Among these are also those who are persecuted for their faith, those “robed in white” in the passage from Revelation: “‘They are the ones who come from great distress, and their robes are made white by the blood of the Lamb.'” “And today, without exaggeration, today on the Feast of All Saints I would like us to think of all these, the unknown saints. Sinners like us, worse off than us, destroyed. Of this multitude of people who are in great distress: most of the world is in distress. And the Lord sanctifies this people, sinners like us, but He sanctifies these people in distress”.

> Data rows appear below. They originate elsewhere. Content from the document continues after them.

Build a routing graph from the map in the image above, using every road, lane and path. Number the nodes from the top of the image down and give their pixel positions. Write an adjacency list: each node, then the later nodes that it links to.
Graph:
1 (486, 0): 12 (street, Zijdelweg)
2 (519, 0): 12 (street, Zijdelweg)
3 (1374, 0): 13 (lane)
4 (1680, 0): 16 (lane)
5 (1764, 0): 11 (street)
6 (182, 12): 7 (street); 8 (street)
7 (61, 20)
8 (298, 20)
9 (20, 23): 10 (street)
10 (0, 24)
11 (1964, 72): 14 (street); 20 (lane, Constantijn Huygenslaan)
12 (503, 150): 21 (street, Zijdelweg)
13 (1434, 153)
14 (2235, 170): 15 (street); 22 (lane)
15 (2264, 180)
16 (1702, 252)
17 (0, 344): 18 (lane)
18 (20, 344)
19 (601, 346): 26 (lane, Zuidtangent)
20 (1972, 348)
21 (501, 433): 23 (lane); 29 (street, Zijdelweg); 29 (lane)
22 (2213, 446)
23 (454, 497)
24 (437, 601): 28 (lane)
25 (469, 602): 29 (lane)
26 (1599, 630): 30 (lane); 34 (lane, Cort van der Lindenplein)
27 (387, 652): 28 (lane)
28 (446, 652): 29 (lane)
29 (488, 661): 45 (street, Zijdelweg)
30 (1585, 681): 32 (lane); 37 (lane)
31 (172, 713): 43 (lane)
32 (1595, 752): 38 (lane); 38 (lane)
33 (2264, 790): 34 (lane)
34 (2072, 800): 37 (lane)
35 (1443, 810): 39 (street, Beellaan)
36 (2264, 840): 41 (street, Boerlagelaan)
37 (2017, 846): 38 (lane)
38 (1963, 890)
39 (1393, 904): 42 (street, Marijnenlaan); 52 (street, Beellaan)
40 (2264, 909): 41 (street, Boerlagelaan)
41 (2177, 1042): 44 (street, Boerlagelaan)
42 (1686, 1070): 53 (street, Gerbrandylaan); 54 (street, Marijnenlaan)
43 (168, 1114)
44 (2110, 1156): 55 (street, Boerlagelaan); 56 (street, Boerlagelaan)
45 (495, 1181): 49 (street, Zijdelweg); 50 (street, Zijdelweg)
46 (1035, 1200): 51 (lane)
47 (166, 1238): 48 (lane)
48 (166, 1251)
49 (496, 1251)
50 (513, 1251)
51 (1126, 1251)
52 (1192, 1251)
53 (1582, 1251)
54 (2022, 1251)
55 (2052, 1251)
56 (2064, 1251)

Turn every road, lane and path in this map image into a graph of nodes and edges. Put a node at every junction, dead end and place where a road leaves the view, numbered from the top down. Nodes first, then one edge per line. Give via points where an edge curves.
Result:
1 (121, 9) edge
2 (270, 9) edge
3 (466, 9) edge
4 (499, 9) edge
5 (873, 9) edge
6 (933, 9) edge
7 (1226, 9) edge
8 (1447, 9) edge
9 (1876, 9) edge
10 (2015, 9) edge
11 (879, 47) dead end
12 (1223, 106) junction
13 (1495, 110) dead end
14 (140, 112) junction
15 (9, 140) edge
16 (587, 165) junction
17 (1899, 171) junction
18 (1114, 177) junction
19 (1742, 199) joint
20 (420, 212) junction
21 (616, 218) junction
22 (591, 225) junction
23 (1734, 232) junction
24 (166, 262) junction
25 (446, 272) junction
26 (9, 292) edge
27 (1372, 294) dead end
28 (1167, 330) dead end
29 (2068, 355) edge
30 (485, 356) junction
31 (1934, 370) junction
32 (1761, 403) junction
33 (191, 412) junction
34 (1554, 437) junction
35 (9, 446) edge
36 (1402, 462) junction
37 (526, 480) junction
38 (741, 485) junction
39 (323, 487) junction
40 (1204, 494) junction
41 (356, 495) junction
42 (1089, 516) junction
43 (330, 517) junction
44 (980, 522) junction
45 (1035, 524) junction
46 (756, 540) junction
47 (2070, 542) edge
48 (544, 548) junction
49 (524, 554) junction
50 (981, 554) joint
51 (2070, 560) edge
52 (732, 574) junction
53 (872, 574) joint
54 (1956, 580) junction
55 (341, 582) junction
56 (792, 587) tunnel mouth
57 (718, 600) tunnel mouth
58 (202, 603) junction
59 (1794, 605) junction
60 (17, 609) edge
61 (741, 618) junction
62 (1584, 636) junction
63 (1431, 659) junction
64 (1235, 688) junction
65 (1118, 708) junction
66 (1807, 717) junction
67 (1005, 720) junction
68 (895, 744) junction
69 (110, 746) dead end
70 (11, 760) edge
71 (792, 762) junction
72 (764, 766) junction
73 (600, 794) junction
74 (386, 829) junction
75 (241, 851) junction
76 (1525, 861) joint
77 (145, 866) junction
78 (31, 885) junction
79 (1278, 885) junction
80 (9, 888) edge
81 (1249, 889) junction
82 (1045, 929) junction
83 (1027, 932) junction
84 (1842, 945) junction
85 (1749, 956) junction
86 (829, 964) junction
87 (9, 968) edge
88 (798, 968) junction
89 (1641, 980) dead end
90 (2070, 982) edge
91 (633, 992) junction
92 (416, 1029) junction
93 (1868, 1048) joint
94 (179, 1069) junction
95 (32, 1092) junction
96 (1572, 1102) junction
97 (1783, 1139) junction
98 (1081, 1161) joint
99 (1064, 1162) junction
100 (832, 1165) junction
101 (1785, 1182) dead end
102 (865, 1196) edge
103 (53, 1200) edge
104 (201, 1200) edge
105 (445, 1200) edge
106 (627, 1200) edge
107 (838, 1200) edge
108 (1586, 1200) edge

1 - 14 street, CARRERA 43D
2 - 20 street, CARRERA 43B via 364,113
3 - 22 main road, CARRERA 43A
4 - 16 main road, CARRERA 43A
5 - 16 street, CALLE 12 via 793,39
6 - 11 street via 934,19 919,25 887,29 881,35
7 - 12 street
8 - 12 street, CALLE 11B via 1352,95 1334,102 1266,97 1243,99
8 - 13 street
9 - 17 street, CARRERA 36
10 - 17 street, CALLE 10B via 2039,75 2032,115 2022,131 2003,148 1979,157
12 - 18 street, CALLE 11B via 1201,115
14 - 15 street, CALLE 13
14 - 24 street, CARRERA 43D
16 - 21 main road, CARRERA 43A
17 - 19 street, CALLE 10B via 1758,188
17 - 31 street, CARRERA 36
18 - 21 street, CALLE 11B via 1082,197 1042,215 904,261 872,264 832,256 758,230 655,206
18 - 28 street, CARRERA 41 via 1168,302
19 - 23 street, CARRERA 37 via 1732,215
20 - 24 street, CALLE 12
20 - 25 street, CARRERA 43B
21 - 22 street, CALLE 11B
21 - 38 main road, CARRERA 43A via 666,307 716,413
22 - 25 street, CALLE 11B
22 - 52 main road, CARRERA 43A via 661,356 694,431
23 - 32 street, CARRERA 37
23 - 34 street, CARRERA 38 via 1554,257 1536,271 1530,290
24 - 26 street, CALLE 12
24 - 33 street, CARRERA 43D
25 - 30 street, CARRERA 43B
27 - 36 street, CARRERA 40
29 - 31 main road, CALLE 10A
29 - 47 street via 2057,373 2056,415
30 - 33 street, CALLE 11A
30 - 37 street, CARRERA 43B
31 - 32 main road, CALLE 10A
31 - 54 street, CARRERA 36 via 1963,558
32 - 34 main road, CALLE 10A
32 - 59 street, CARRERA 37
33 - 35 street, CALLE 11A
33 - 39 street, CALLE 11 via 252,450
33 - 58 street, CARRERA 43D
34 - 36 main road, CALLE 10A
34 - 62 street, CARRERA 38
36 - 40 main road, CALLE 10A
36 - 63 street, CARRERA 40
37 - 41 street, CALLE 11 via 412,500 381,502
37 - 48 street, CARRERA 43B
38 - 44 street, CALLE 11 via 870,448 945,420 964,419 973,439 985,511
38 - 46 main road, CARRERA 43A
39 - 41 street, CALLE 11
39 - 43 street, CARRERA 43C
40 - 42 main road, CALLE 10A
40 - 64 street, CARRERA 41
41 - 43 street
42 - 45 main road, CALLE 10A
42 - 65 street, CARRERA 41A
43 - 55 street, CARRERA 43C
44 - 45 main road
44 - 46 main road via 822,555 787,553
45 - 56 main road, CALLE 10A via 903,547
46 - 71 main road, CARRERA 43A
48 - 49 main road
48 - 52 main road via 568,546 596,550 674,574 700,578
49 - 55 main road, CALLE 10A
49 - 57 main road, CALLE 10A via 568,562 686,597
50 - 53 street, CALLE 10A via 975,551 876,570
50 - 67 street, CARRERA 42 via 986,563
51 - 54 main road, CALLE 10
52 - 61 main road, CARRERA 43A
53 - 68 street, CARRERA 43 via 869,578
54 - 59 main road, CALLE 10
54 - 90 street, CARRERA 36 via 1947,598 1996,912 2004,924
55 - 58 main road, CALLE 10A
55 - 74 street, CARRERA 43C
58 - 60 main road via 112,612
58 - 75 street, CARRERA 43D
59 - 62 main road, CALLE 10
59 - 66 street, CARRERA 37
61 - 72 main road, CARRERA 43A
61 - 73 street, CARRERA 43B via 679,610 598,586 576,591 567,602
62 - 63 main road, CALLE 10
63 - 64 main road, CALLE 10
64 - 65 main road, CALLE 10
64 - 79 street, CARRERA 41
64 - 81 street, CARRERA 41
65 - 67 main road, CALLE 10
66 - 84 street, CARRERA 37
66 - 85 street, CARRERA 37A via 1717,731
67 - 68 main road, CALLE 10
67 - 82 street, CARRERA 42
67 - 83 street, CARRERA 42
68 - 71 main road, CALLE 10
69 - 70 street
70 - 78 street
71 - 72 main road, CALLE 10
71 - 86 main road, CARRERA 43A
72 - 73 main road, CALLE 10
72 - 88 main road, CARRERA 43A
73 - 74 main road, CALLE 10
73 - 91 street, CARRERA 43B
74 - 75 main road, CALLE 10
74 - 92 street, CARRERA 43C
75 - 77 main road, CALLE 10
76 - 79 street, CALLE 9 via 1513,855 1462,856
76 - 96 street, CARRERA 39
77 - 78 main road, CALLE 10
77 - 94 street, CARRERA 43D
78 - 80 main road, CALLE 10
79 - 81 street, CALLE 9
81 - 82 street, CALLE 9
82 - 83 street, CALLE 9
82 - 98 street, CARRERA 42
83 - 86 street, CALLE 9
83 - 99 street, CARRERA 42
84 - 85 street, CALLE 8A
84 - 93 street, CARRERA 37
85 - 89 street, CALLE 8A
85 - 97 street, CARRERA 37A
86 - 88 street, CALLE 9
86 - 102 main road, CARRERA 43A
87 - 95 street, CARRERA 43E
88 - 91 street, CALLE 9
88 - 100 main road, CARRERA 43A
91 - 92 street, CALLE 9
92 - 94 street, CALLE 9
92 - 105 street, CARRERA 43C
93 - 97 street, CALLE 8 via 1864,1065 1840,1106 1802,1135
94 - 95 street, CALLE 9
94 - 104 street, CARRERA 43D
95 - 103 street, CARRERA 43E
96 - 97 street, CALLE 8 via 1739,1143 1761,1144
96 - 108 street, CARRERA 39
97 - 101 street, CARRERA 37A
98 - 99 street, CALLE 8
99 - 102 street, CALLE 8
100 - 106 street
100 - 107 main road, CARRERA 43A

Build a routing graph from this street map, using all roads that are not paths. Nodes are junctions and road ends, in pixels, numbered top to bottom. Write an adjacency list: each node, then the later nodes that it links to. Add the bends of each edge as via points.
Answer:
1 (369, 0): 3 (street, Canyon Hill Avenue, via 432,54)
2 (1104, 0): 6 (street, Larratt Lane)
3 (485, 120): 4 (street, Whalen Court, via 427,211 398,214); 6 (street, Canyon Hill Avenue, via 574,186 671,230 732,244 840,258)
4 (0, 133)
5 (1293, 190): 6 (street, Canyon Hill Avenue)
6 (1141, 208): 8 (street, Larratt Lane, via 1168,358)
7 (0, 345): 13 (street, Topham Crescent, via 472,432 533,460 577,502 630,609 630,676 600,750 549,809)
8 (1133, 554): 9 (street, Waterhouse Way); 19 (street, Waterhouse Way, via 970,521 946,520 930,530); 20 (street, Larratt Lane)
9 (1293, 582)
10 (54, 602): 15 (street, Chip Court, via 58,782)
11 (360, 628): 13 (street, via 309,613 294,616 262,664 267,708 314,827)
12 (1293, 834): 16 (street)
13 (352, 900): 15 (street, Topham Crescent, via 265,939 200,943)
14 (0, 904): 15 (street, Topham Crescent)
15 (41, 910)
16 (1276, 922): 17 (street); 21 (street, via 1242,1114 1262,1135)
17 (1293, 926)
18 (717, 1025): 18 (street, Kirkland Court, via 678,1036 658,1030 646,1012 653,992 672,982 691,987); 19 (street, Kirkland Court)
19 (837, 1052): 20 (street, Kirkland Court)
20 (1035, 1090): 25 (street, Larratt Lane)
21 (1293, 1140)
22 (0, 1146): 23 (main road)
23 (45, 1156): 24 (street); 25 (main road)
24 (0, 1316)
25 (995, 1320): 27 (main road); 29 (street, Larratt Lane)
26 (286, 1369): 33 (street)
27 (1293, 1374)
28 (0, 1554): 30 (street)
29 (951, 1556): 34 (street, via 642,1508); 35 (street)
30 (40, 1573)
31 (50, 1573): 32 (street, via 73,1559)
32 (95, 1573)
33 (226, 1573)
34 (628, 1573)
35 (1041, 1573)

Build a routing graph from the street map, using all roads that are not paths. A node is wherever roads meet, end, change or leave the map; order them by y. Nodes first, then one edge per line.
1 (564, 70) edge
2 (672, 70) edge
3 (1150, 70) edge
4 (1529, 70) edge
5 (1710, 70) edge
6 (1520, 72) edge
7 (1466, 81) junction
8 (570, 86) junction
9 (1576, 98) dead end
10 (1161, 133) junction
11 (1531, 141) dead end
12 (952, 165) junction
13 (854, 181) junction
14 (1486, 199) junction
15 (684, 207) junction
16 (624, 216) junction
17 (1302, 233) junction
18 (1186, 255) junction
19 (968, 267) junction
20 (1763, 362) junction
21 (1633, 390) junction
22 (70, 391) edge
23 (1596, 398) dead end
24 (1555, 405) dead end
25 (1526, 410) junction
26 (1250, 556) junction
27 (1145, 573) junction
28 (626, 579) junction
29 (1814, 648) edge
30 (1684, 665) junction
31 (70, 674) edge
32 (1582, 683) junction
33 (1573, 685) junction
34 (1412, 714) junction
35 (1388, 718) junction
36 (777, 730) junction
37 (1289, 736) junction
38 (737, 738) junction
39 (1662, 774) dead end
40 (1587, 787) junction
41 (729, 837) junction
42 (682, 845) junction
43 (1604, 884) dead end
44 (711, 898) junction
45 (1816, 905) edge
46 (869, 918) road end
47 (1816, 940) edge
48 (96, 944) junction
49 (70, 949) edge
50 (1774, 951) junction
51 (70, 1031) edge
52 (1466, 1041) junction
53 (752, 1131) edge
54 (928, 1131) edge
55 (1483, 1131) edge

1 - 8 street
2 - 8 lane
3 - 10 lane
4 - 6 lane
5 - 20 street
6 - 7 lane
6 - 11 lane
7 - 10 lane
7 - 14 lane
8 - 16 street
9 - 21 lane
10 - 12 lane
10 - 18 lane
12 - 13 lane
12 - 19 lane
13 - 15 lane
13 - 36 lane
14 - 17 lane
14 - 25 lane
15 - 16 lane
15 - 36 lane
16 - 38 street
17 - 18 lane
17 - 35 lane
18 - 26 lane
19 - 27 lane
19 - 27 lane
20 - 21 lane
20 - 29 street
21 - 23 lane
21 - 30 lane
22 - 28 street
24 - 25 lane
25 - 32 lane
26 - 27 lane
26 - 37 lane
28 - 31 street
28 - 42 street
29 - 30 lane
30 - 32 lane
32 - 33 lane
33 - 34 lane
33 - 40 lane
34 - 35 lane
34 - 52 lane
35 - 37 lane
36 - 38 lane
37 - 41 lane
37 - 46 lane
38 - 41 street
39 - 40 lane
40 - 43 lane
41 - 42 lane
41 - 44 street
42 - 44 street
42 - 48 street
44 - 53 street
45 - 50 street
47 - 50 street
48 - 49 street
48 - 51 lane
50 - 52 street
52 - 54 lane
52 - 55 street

Finally, there is a third image, “God. The first, the devastation; the second, the victims; the third, God. God:’ Beloved, we are God’s children now,’ we heard in the second reading. what we shall be has not yet been revealed. We do know that when it is revealed we shall be like him, for we shall see him as he is’, that is: hope. And this is the blessing of the Lord that we still have: hope. Hope He will have pity on His people, mercy on those who are in the great distress and compassion for the destroyers that they will convert. And so, the holiness of the Church goes on: with these people, with us, that we will see God as He is. And what should our attitude be if we want to be part of this multitude walking to the Father, in this world of devastation, in this world of war, in this world of distress? Our attitude, as we heard in the Gospel, is the attitude of the Beatitudes. That path alone will lead us to the encounter with God. That path alone will save us from destruction, from destroying the Earth, creation, morality, history, family, everything. That path alone. But it too will bring us through bad things. It will bring us trouble. Persecution. But that path alone will take us forward. And so, these people who are suffering so much today because of the selfishness of destroyers, destroyers of our brothers and sisters, these people struggle onwards with the Beatitudes, hoping to find God, to find themselves face to face with the Lord in the hope of becoming saints, at the moment of our final encounter with Him. “

“May the Lord help us and give us the grace of this hope, but also the grace of courage to emerge from all this destruction, devastation, relativism of life, the exclusion of others, exclusion of values, exclusion of all that the Lord has given us: the exclusion of peace. Deliver us from this, and give us the grace to walk in the hope of finding ourselves one day face to-face with Him. And this hope, brothers and sisters, does not disappoint”.